Rivian’s charging plan for its electric pickups is adventurous and lower risk.

Rivian's R1T electric pickup

Photographer: Patrick T. Fallon / Bloomberg

If – or, more likely, when – all business cards begin to fall on Rivian Automotive Inc., at least one should be titled: Do all the hard things at once. The young company is currently trying to complete a factory and three different vehicles, while planning a road trip to a public offer on Wall Street. Looks like CEO RJ Scaringe was yet sleeping a little too much, because Rivian announced two weeks ago a plan to build his own charging network, à la Tesla.

The decision, which Scaringe has suggested for years, includes at least 3,500 fast chargers at 600 sites and at least 10,000 slower-loading “waypoints” at campgrounds, motels, hiking trails and others like it – all installed by 2024. It is extremely large. Expensive capital project: Hardware alone in building a fast-loading site can cost up to $ 320,000, according to a study, to say the least about maintenance and other light costs. In short, Rivian’s strategy of going it alone is a quiet accusation of American infrastructure: what exists at the moment, apparently, is almost not enough.

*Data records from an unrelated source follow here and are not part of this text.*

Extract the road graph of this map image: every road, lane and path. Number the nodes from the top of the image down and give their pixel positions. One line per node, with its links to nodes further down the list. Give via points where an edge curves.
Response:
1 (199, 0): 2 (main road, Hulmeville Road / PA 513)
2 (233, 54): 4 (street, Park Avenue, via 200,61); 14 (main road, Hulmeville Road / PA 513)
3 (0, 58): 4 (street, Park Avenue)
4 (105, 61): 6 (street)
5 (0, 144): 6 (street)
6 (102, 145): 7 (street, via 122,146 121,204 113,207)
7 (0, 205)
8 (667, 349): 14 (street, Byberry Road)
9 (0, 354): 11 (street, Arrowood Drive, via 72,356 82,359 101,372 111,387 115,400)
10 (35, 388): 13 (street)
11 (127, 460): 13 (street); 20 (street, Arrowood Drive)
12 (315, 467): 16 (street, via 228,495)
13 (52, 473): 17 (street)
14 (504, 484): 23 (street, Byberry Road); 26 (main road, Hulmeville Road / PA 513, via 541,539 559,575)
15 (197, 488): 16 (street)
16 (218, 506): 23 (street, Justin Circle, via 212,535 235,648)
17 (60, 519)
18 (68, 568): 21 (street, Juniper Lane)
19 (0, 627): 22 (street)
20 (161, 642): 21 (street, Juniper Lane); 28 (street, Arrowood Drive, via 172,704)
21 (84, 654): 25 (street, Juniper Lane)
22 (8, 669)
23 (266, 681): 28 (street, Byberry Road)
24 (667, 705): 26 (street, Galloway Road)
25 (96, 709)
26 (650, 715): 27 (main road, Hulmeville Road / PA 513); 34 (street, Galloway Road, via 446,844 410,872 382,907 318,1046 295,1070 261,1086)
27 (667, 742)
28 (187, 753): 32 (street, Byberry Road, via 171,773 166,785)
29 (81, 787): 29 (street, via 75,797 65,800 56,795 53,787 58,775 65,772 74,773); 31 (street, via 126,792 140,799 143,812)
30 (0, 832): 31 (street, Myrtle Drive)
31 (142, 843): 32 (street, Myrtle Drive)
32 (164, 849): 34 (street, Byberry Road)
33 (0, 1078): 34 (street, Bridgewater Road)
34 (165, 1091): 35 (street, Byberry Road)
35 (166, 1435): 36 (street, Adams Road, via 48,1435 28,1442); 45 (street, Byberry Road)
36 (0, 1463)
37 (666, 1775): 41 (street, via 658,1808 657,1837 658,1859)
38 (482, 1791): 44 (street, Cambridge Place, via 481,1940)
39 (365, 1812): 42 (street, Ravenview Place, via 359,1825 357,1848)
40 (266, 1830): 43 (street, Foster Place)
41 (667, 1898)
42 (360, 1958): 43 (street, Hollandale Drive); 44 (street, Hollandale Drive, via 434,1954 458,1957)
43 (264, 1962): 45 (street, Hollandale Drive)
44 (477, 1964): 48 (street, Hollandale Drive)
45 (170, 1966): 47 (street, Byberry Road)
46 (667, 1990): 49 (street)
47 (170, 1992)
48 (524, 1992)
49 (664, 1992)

Tesla opted for the same type of proprietary network, but that was nine years ago. The non-Tesla loading map has become increasingly dense, but the pines are still thin beyond urban centers, and the center of the country is covered with electronic deserts.

Tesla currently has 9,723 fast charging cables in the United States, according to the latest issue of the Department of Energy. The other combined networks have only 7,589 power points for public charging, and they are much less widespread. The Tesla Club is covered in Millinocket, Me., Athens, Alabama and Casper, Wyo. While this is a challenge for Ford, it is a bigger hurdle for Rivian’s “Electric Adventure Vehicles”, which go to wilder places than the Santa Monica Farmers Market.